Nel processo civile la ritrattazione può avvenire a condizione prevista che non sia stata ancora pronunciata sentenza definitiva ancorché irrevocabile. A tal proposito la giurisprudenza è costante nel ritenere che: La ritrattazione in sede penale della falsa testimonianza commessa in un processo civile è ammissibile qualora intervenga prima che sulla domanda giudiziale sia stata pronunciata sentenza definitiva anche se non irrevocabile, tale dovendosi intendere la sentenza emessa in primo grado, in appello, o in sede di rinvio, con cui viene completamente deciso il merito” (Cass. n. 6169/1996 , Cass. n. 39183/2005 e Cass. n . 42502/2012). Sempre sul punto si segnala il seguente arresto giurisprudenziale: La ritrattazione compiuta nel processo penale esclude la punibilità di una falsa testimonianza resa in un processo civile solo se interviene prima che sulla domanda giudiziale proposta in sede civilistica sia pronunciata sentenza definitiva anche se non irrevocabile, tale dovendosi ritenere ogni pronuncia sul “petitum” introdotto dall’attore o dal ricorrente compresa l’ordinanza emessa nel giudizio possessorio al termine della fase sommaria interdittale, con esclusione delle pronunce interlocutorie, incidentali o di carattere meramente processuale”  (Cass. n. 49072/2017).

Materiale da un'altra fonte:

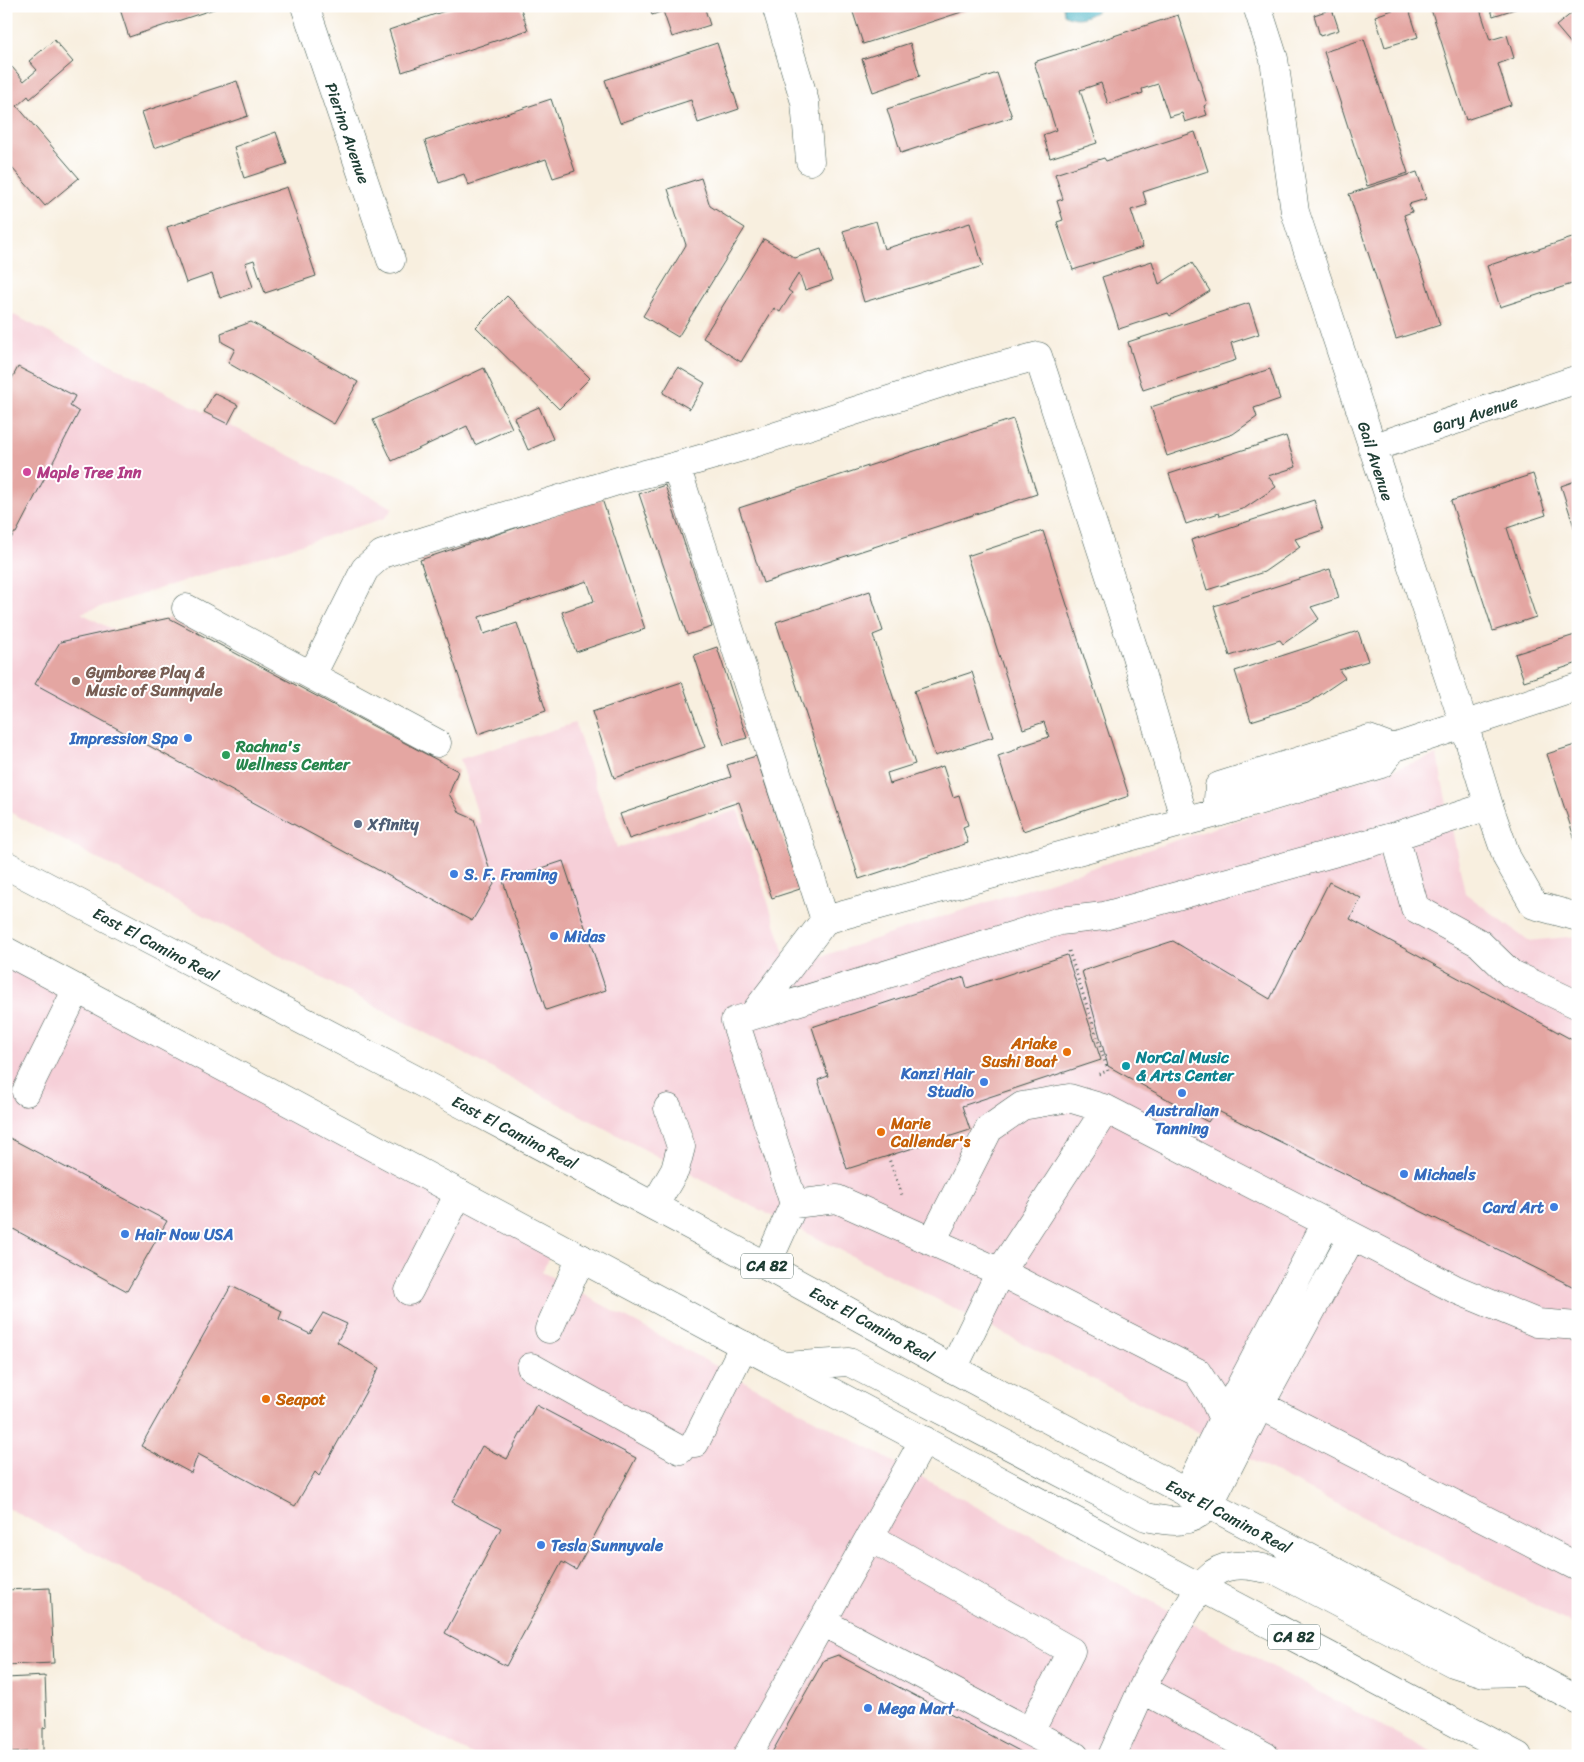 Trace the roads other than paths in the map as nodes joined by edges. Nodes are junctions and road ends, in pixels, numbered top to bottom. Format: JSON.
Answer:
{"nodes":[{"id":1,"x":305,"y":6,"type":"edge"},
{"id":2,"x":776,"y":6,"type":"edge"},
{"id":3,"x":1257,"y":6,"type":"edge"},
{"id":4,"x":810,"y":161,"type":"dead end"},
{"id":5,"x":391,"y":260,"type":"dead end"},
{"id":6,"x":1578,"y":379,"type":"edge"},
{"id":7,"x":1372,"y":448,"type":"junction"},
{"id":8,"x":676,"y":466,"type":"junction"},
{"id":9,"x":186,"y":608,"type":"dead end"},
{"id":10,"x":312,"y":675,"type":"junction"},
{"id":11,"x":1578,"y":687,"type":"edge"},
{"id":12,"x":1464,"y":724,"type":"junction"},
{"id":13,"x":438,"y":743,"type":"dead end"},
{"id":14,"x":1488,"y":806,"type":"junction"},
{"id":15,"x":1185,"y":821,"type":"junction"},
{"id":16,"x":1395,"y":836,"type":"junction"},
{"id":17,"x":6,"y":865,"type":"edge"},
{"id":18,"x":6,"y":884,"type":"edge"},
{"id":19,"x":61,"y":894,"type":"junction"},
{"id":20,"x":1578,"y":917,"type":"edge"},
{"id":21,"x":825,"y":920,"type":"junction"},
{"id":22,"x":6,"y":950,"type":"edge"},
{"id":23,"x":77,"y":988,"type":"junction"},
{"id":24,"x":1578,"y":1005,"type":"edge"},
{"id":25,"x":752,"y":1015,"type":"junction"},
{"id":26,"x":26,"y":1092,"type":"dead end"},
{"id":27,"x":668,"y":1108,"type":"dead end"},
{"id":28,"x":1106,"y":1109,"type":"junction"},
{"id":29,"x":459,"y":1193,"type":"junction"},
{"id":30,"x":794,"y":1204,"type":"junction"},
{"id":31,"x":654,"y":1206,"type":"junction"},
{"id":32,"x":1326,"y":1223,"type":"junction"},
{"id":33,"x":1352,"y":1236,"type":"junction"},
{"id":34,"x":932,"y":1241,"type":"junction"},
{"id":35,"x":581,"y":1258,"type":"junction"},
{"id":36,"x":766,"y":1266,"type":"junction"},
{"id":37,"x":1000,"y":1272,"type":"junction"},
{"id":38,"x":409,"y":1291,"type":"dead end"},
{"id":39,"x":1578,"y":1326,"type":"edge"},
{"id":40,"x":549,"y":1329,"type":"dead end"},
{"id":41,"x":744,"y":1344,"type":"junction"},
{"id":42,"x":784,"y":1366,"type":"junction"},
{"id":43,"x":531,"y":1367,"type":"dead end"},
{"id":44,"x":953,"y":1369,"type":"junction"},
{"id":45,"x":1260,"y":1405,"type":"junction"},
{"id":46,"x":1222,"y":1419,"type":"junction"},
{"id":47,"x":924,"y":1440,"type":"junction"},
{"id":48,"x":1197,"y":1499,"type":"junction"},
{"id":49,"x":870,"y":1538,"type":"junction"},
{"id":50,"x":1578,"y":1567,"type":"edge"},
{"id":51,"x":1200,"y":1587,"type":"junction"},
{"id":52,"x":822,"y":1622,"type":"junction"},
{"id":53,"x":1525,"y":1672,"type":"junction"},
{"id":54,"x":1142,"y":1689,"type":"junction"},
{"id":55,"x":1578,"y":1700,"type":"edge"},
{"id":56,"x":1030,"y":1732,"type":"junction"},
{"id":57,"x":747,"y":1756,"type":"edge"},
{"id":58,"x":1075,"y":1756,"type":"edge"},
{"id":59,"x":1112,"y":1756,"type":"edge"},
{"id":60,"x":1265,"y":1756,"type":"edge"},
{"id":61,"x":1518,"y":1756,"type":"edge"}],
"edges":[{"from":1,"to":5,"type":"main road","name":"Pierino Avenue"},
{"from":2,"to":4,"type":"main road"},
{"from":3,"to":7,"type":"main road","name":"Gail Avenue"},
{"from":6,"to":7,"type":"main road","name":"Gary Avenue"},
{"from":7,"to":12,"type":"main road","name":"Gail Avenue"},
{"from":8,"to":10,"type":"main road"},
{"from":8,"to":15,"type":"main road"},
{"from":8,"to":21,"type":"main road"},
{"from":9,"to":10,"type":"main road"},
{"from":10,"to":13,"type":"main road"},
{"from":11,"to":12,"type":"main road"},
{"from":12,"to":14,"type":"main road","name":"Gail Avenue"},
{"from":12,"to":15,"type":"main road"},
{"from":14,"to":16,"type":"main road"},
{"from":14,"to":20,"type":"main road","name":"Gail Avenue"},
{"from":15,"to":21,"type":"main road"},
{"from":16,"to":24,"type":"main road"},
{"from":16,"to":25,"type":"main road"},
{"from":17,"to":19,"type":"main road","name":"East El Camino Real","number":"CA 82"},
{"from":18,"to":19,"type":"main road"},
{"from":19,"to":31,"type":"main road","name":"East El Camino Real","number":"CA 82"},
{"from":21,"to":25,"type":"main road"},
{"from":22,"to":23,"type":"main road","number":"CA 82"},
{"from":23,"to":26,"type":"main road"},
{"from":23,"to":29,"type":"main road","number":"CA 82"},
{"from":25,"to":30,"type":"main road"},
{"from":27,"to":31,"type":"main road"},
{"from":28,"to":32,"type":"main road"},
{"from":28,"to":34,"type":"main road"},
{"from":28,"to":37,"type":"main road"},
{"from":29,"to":35,"type":"main road","number":"CA 82"},
{"from":29,"to":38,"type":"main road"},
{"from":30,"to":34,"type":"main road"},
{"from":30,"to":36,"type":"main road"},
{"from":31,"to":36,"type":"main road","name":"East El Camino Real","number":"CA 82"},
{"from":32,"to":33,"type":"main road"},
{"from":32,"to":46,"type":"main road"},
{"from":33,"to":39,"type":"main road"},
{"from":33,"to":45,"type":"main road"},
{"from":34,"to":37,"type":"main road"},
{"from":35,"to":40,"type":"main road"},
{"from":35,"to":41,"type":"main road","number":"CA 82"},
{"from":36,"to":44,"type":"main road","name":"East El Camino Real","number":"CA 82"},
{"from":37,"to":44,"type":"main road"},
{"from":37,"to":46,"type":"main road"},
{"from":41,"to":42,"type":"main road","number":"CA 82"},
{"from":41,"to":43,"type":"main road"},
{"from":42,"to":47,"type":"main road","number":"CA 82"},
{"from":42,"to":48,"type":"main road"},
{"from":44,"to":48,"type":"main road","name":"East El Camino Real","number":"CA 82"},
{"from":45,"to":48,"type":"main road"},
{"from":45,"to":50,"type":"main road"},
{"from":46,"to":48,"type":"main road"},
{"from":47,"to":49,"type":"main road"},
{"from":47,"to":51,"type":"main road","number":"CA 82"},
{"from":48,"to":53,"type":"main road","name":"East El Camino Real","number":"CA 82"},
{"from":49,"to":52,"type":"main road"},
{"from":49,"to":56,"type":"main road"},
{"from":51,"to":53,"type":"main road"},
{"from":51,"to":54,"type":"main road"},
{"from":51,"to":61,"type":"main road","number":"CA 82"},
{"from":52,"to":56,"type":"main road"},
{"from":52,"to":57,"type":"main road"},
{"from":53,"to":55,"type":"main road","name":"East El Camino Real","number":"CA 82"},
{"from":54,"to":59,"type":"main road"},
{"from":54,"to":60,"type":"main road"},
{"from":56,"to":58,"type":"main road"}]} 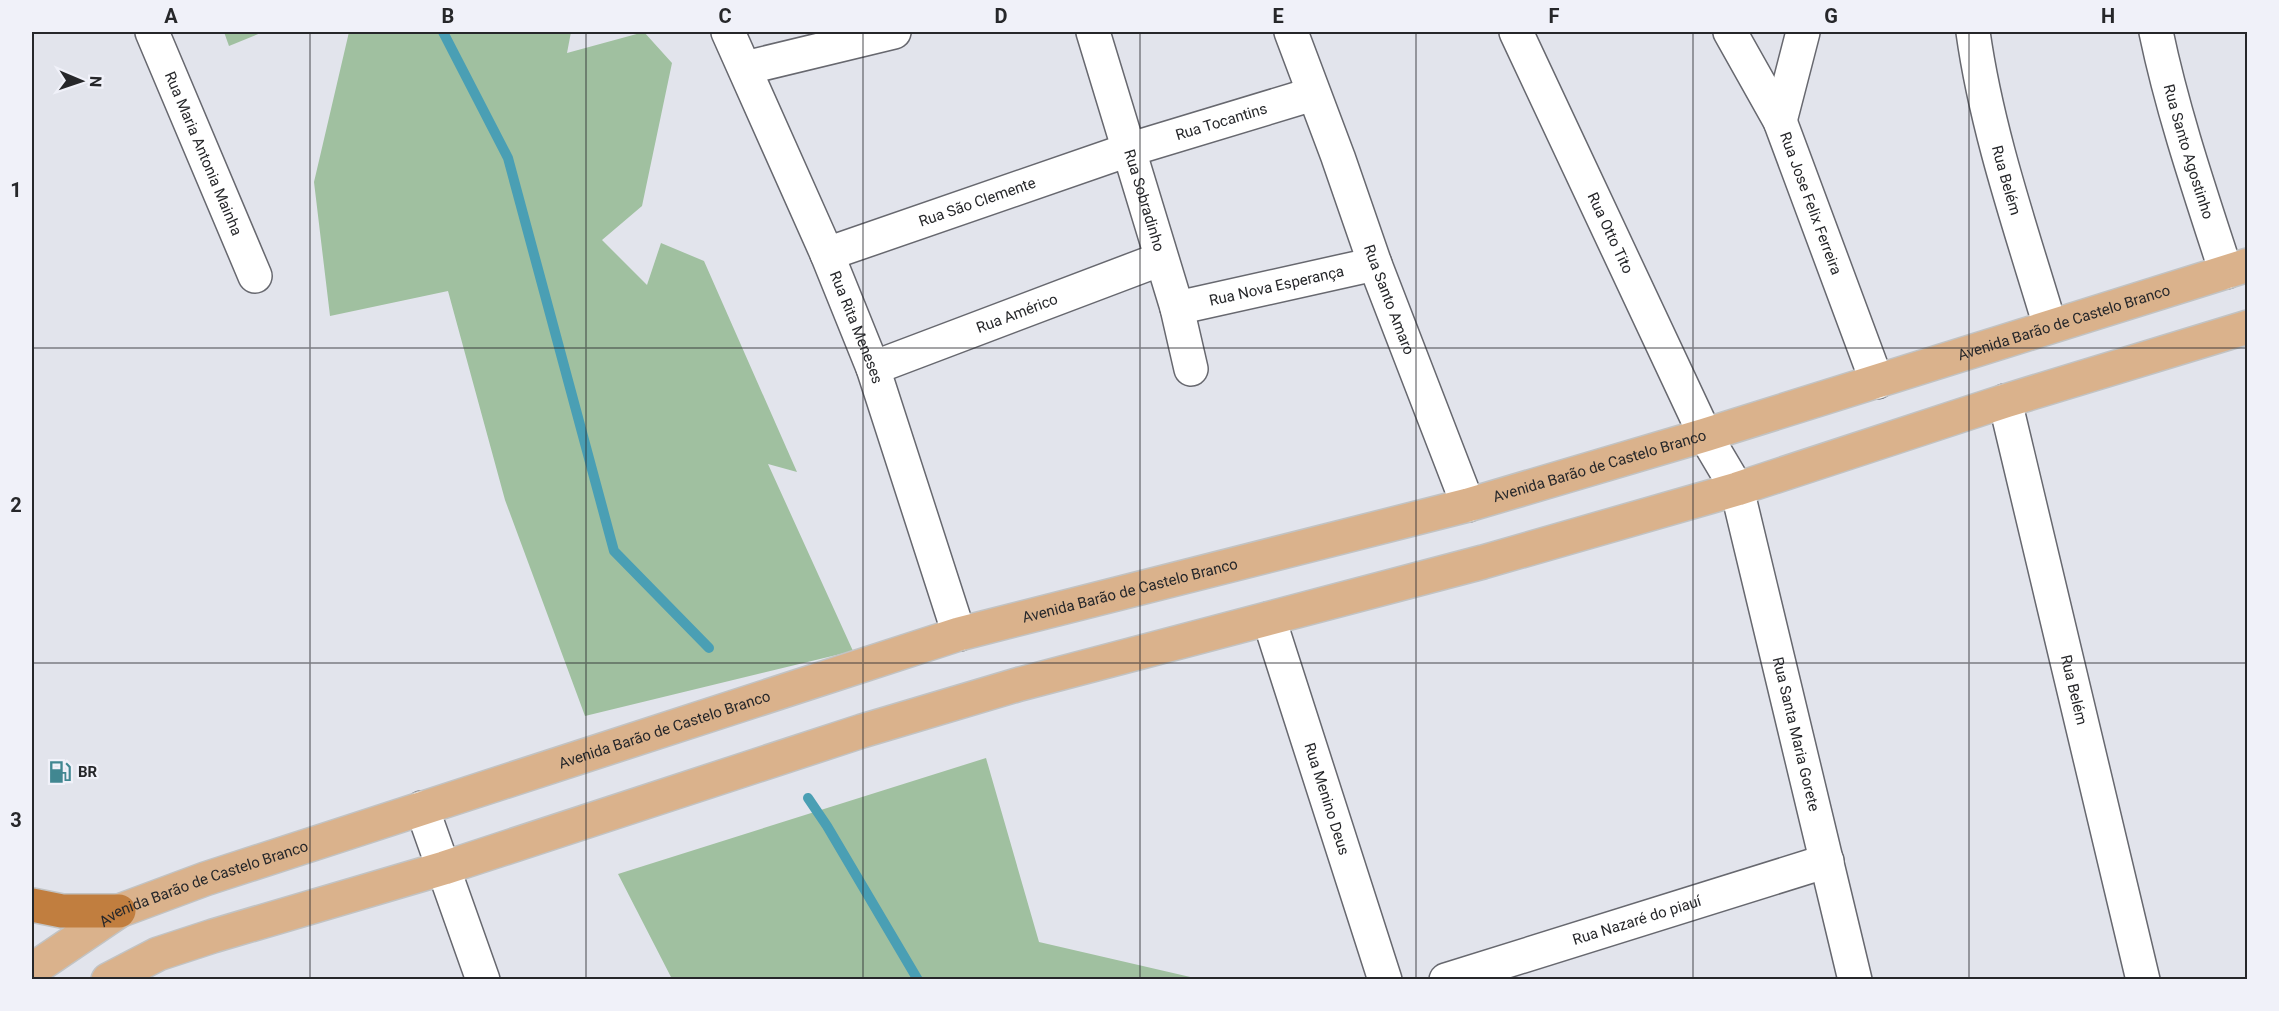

Ritrattazione di falsità intervenuta nel giudizio penale

La ritrattazione opera come causa di non punibilità del reato di falsa testimonianza se si verificano due condizioni, inscindibili, quindi non alternative, ossia che la ritrattazione avvenga nello stesso processo penale in cui il teste ha prestato il suo ufficio, e che tale ravvedimento operoso sia espletato entro la dichiarazione di chiusura del dibattimento. A tal proposito, consolidata giurisprudenza statuisce che: La ritrattazione assume rilevanza solo allorquando essa sia resa nello stesso processo penale nel quale il teste ha prestato il suo ufficio o il responsabile abbia posto in essere la condotta di favoreggiamento, a nella rilevando che essa sia venuta a conoscenza della autorità davanti alla quale è stata consumata la falsità e che essa l’abbia utilizzata insieme con altri elementi processuali. La ritrattazione deve intervenire entro la chiusura del dibattimento ed, in caso di giudizio abbreviato, prima della chiusura della discussione a mente dell’art. 442, comma 1, cod. proc. pen., ad essa corrispondente.” (Cass. n. 15345/1990 e Cass. n. 27933/2016).